The records below are to be reproduced exactly, with the pictures left out.
::: Dataset
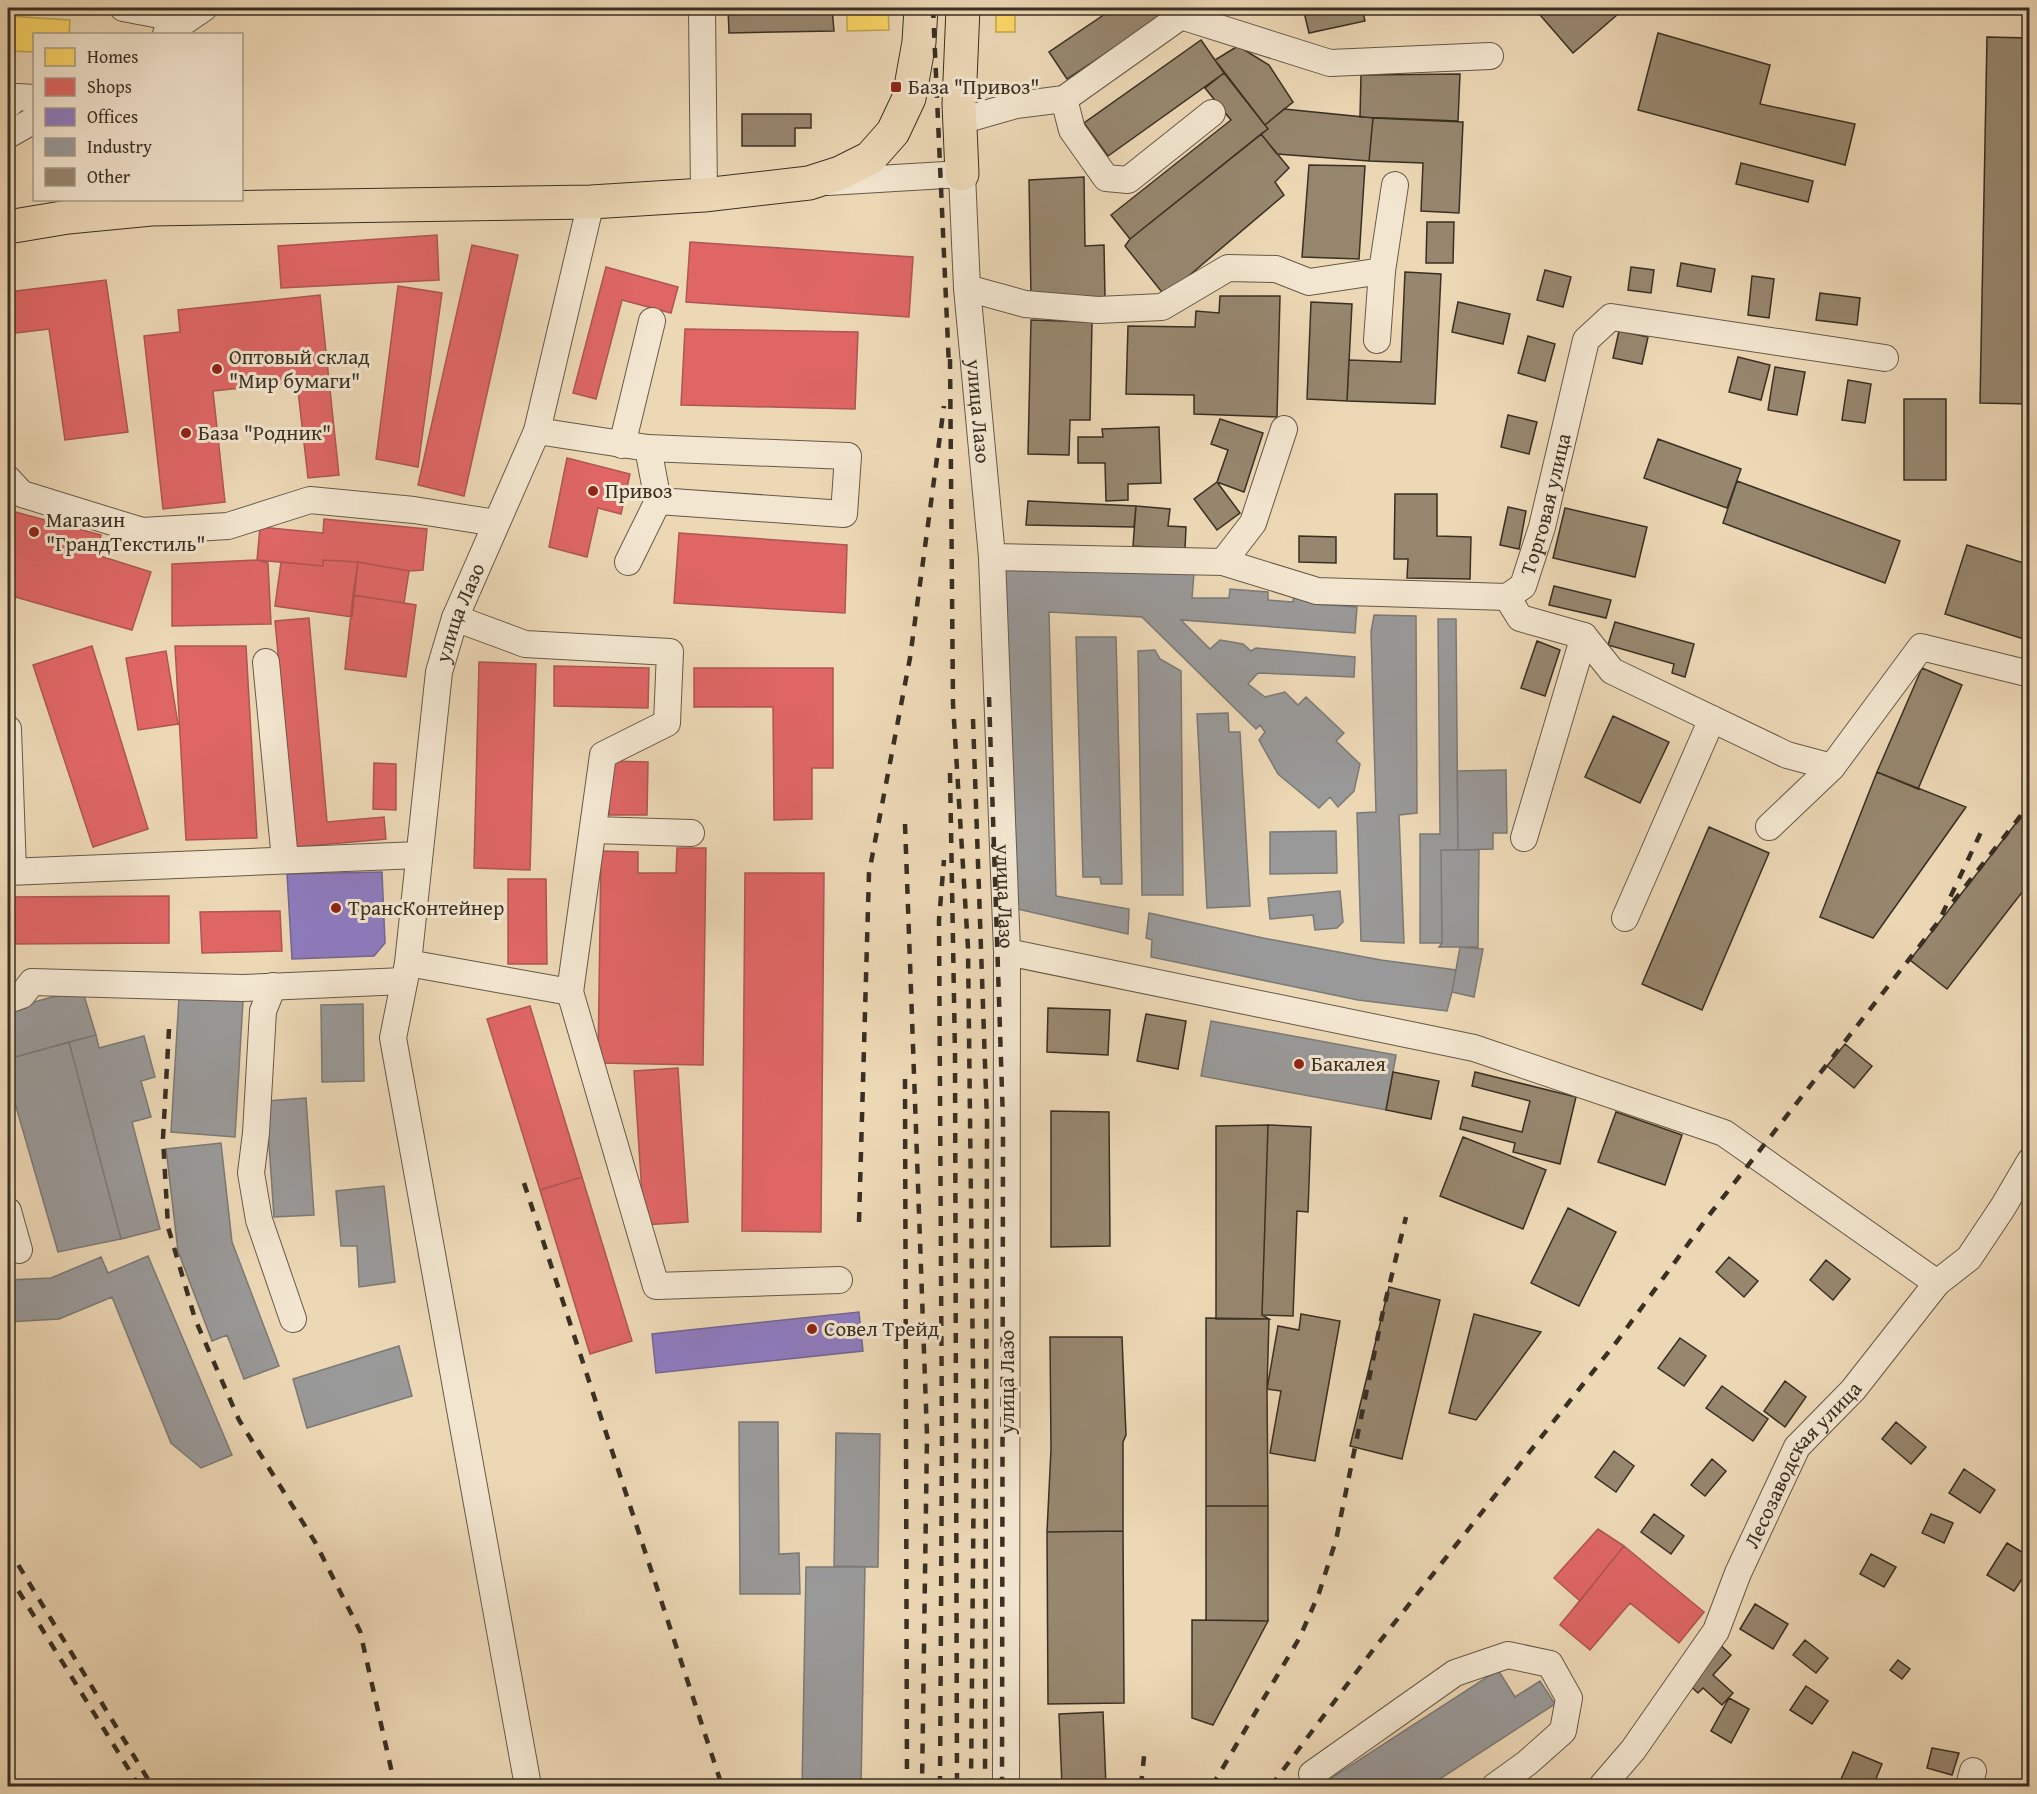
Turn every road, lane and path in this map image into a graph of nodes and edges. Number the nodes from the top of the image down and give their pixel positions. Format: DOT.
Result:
graph roads {
  1 [pos="123,8"];
  2 [pos="702,8"];
  3 [pos="921,8"];
  4 [pos="963,8"];
  5 [pos="1186,12"];
  6 [pos="195,14"];
  7 [pos="166,33"];
  8 [pos="1490,56"];
  9 [pos="33,98"];
  10 [pos="1064,99"];
  11 [pos="8,105"];
  12 [pos="1212,113"];
  13 [pos="33,121"];
  14 [pos="960,121"];
  15 [pos="8,135"];
  16 [pos="962,174"];
  17 [pos="809,183"];
  18 [pos="1395,185"];
  19 [pos="704,195"];
  20 [pos="591,201"];
  21 [pos="67,208"];
  22 [pos="8,227"];
  23 [pos="1382,271"];
  24 [pos="967,288"];
  25 [pos="652,321"];
  26 [pos="1377,340"];
  27 [pos="1885,357"];
  28 [pos="1284,429"];
  29 [pos="537,431"];
  30 [pos="622,445"];
  31 [pos="648,448"];
  32 [pos="8,479"];
  33 [pos="658,501"];
  34 [pos="496,523"];
  35 [pos="992,557"];
  36 [pos="628,562"];
  37 [pos="1223,562"];
  38 [pos="1507,597"];
  39 [pos="455,618"];
  40 [pos="1584,636"];
  41 [pos="266,662"];
  42 [pos="2030,674"];
  43 [pos="1712,719"];
  44 [pos="8,729"];
  45 [pos="1832,767"];
  46 [pos="1769,827"];
  47 [pos="593,830"];
  48 [pos="692,833"];
  49 [pos="1524,838"];
  50 [pos="419,855"];
  51 [pos="285,860"];
  52 [pos="10,871"];
  53 [pos="1625,918"];
  54 [pos="1007,952"];
  55 [pos="406,972"];
  56 [pos="273,986"];
  57 [pos="570,992"];
  58 [pos="8,1000"];
  59 [pos="2030,1161"];
  60 [pos="8,1211"];
  61 [pos="19,1250"];
  62 [pos="838,1280"];
  63 [pos="1937,1283"];
  64 [pos="293,1319"];
  65 [pos="1312,1774"];
  66 [pos="528,1786"];
  67 [pos="1006,1786"];
  68 [pos="1495,1786"];
  69 [pos="1602,1786"];
  1 -- 6 [label="street"];
  2 -- 19 [label="street"];
  3 -- 17 [label="main road"];
  4 -- 14 [label="main road, улица Лазо"];
  5 -- 8 [label="street"];
  5 -- 10 [label="street"];
  6 -- 7 [label="street"];
  9 -- 11 [label="street"];
  10 -- 12 [label="street"];
  10 -- 14 [label="street"];
  13 -- 15 [label="street"];
  14 -- 16 [label="main road, улица Лазо"];
  16 -- 17 [label="street"];
  16 -- 24 [label="street, улица Лазо"];
  17 -- 19 [label="main road"];
  18 -- 23 [label="street"];
  19 -- 20 [label="main road"];
  20 -- 21 [label="main road"];
  20 -- 29 [label="street, улица Лазо"];
  21 -- 22 [label="main road"];
  23 -- 24 [label="street"];
  23 -- 26 [label="street"];
  24 -- 35 [label="street, улица Лазо"];
  25 -- 30 [label="street"];
  27 -- 38 [label="street, Торговая улица"];
  28 -- 37 [label="street"];
  29 -- 30 [label="street"];
  29 -- 34 [label="street, улица Лазо"];
  30 -- 31 [label="street"];
  31 -- 33 [label="street"];
  31 -- 33 [label="street"];
  32 -- 34 [label="street"];
  33 -- 36 [label="street"];
  34 -- 39 [label="street, улица Лазо"];
  35 -- 37 [label="street, Торговая улица"];
  35 -- 54 [label="street, улица Лазо"];
  37 -- 38 [label="street, Торговая улица"];
  38 -- 40 [label="street"];
  39 -- 47 [label="street"];
  39 -- 50 [label="street, улица Лазо"];
  40 -- 43 [label="street"];
  40 -- 49 [label="street"];
  41 -- 51 [label="street"];
  42 -- 45 [label="street"];
  43 -- 45 [label="street"];
  43 -- 53 [label="street"];
  44 -- 52 [label="street"];
  45 -- 46 [label="street"];
  47 -- 48 [label="street"];
  47 -- 57 [label="street"];
  50 -- 51 [label="street"];
  50 -- 55 [label="street, улица Лазо"];
  51 -- 52 [label="street"];
  54 -- 63 [label="street"];
  54 -- 67 [label="street, улица Лазо"];
  55 -- 56 [label="street"];
  55 -- 57 [label="street"];
  55 -- 66 [label="street, улица Лазо"];
  56 -- 58 [label="street"];
  56 -- 64 [label="street"];
  57 -- 62 [label="street"];
  59 -- 63 [label="street, Лесозаводская улица"];
  60 -- 61 [label="street"];
  63 -- 69 [label="street, Лесозаводская улица"];
  65 -- 68 [label="street"];
}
::::::
Answer to the problem ->
Turn every road, lane and path in this map image into a graph of nodes and edges. Number the nodes from the top of the image down and give their pixel positions. Format: DOT.
Result:
graph roads {
  1 [pos="123,8"];
  2 [pos="702,8"];
  3 [pos="921,8"];
  4 [pos="963,8"];
  5 [pos="1186,12"];
  6 [pos="195,14"];
  7 [pos="166,33"];
  8 [pos="1490,56"];
  9 [pos="33,98"];
  10 [pos="1064,99"];
  11 [pos="8,105"];
  12 [pos="1212,113"];
  13 [pos="33,121"];
  14 [pos="960,121"];
  15 [pos="8,135"];
  16 [pos="962,174"];
  17 [pos="809,183"];
  18 [pos="1395,185"];
  19 [pos="704,195"];
  20 [pos="591,201"];
  21 [pos="67,208"];
  22 [pos="8,227"];
  23 [pos="1382,271"];
  24 [pos="967,288"];
  25 [pos="652,321"];
  26 [pos="1377,340"];
  27 [pos="1885,357"];
  28 [pos="1284,429"];
  29 [pos="537,431"];
  30 [pos="622,445"];
  31 [pos="648,448"];
  32 [pos="8,479"];
  33 [pos="658,501"];
  34 [pos="496,523"];
  35 [pos="992,557"];
  36 [pos="628,562"];
  37 [pos="1223,562"];
  38 [pos="1507,597"];
  39 [pos="455,618"];
  40 [pos="1584,636"];
  41 [pos="266,662"];
  42 [pos="2030,674"];
  43 [pos="1712,719"];
  44 [pos="8,729"];
  45 [pos="1832,767"];
  46 [pos="1769,827"];
  47 [pos="593,830"];
  48 [pos="692,833"];
  49 [pos="1524,838"];
  50 [pos="419,855"];
  51 [pos="285,860"];
  52 [pos="10,871"];
  53 [pos="1625,918"];
  54 [pos="1007,952"];
  55 [pos="406,972"];
  56 [pos="273,986"];
  57 [pos="570,992"];
  58 [pos="8,1000"];
  59 [pos="2030,1161"];
  60 [pos="8,1211"];
  61 [pos="19,1250"];
  62 [pos="838,1280"];
  63 [pos="1937,1283"];
  64 [pos="293,1319"];
  65 [pos="1312,1774"];
  66 [pos="528,1786"];
  67 [pos="1006,1786"];
  68 [pos="1495,1786"];
  69 [pos="1602,1786"];
  1 -- 6 [label="street"];
  2 -- 19 [label="street"];
  3 -- 17 [label="main road"];
  4 -- 14 [label="main road, улица Лазо"];
  5 -- 8 [label="street"];
  5 -- 10 [label="street"];
  6 -- 7 [label="street"];
  9 -- 11 [label="street"];
  10 -- 12 [label="street"];
  10 -- 14 [label="street"];
  13 -- 15 [label="street"];
  14 -- 16 [label="main road, улица Лазо"];
  16 -- 17 [label="street"];
  16 -- 24 [label="street, улица Лазо"];
  17 -- 19 [label="main road"];
  18 -- 23 [label="street"];
  19 -- 20 [label="main road"];
  20 -- 21 [label="main road"];
  20 -- 29 [label="street, улица Лазо"];
  21 -- 22 [label="main road"];
  23 -- 24 [label="street"];
  23 -- 26 [label="street"];
  24 -- 35 [label="street, улица Лазо"];
  25 -- 30 [label="street"];
  27 -- 38 [label="street, Торговая улица"];
  28 -- 37 [label="street"];
  29 -- 30 [label="street"];
  29 -- 34 [label="street, улица Лазо"];
  30 -- 31 [label="street"];
  31 -- 33 [label="street"];
  31 -- 33 [label="street"];
  32 -- 34 [label="street"];
  33 -- 36 [label="street"];
  34 -- 39 [label="street, улица Лазо"];
  35 -- 37 [label="street, Торговая улица"];
  35 -- 54 [label="street, улица Лазо"];
  37 -- 38 [label="street, Торговая улица"];
  38 -- 40 [label="street"];
  39 -- 47 [label="street"];
  39 -- 50 [label="street, улица Лазо"];
  40 -- 43 [label="street"];
  40 -- 49 [label="street"];
  41 -- 51 [label="street"];
  42 -- 45 [label="street"];
  43 -- 45 [label="street"];
  43 -- 53 [label="street"];
  44 -- 52 [label="street"];
  45 -- 46 [label="street"];
  47 -- 48 [label="street"];
  47 -- 57 [label="street"];
  50 -- 51 [label="street"];
  50 -- 55 [label="street, улица Лазо"];
  51 -- 52 [label="street"];
  54 -- 63 [label="street"];
  54 -- 67 [label="street, улица Лазо"];
  55 -- 56 [label="street"];
  55 -- 57 [label="street"];
  55 -- 66 [label="street, улица Лазо"];
  56 -- 58 [label="street"];
  56 -- 64 [label="street"];
  57 -- 62 [label="street"];
  59 -- 63 [label="street, Лесозаводская улица"];
  60 -- 61 [label="street"];
  63 -- 69 [label="street, Лесозаводская улица"];
  65 -- 68 [label="street"];
}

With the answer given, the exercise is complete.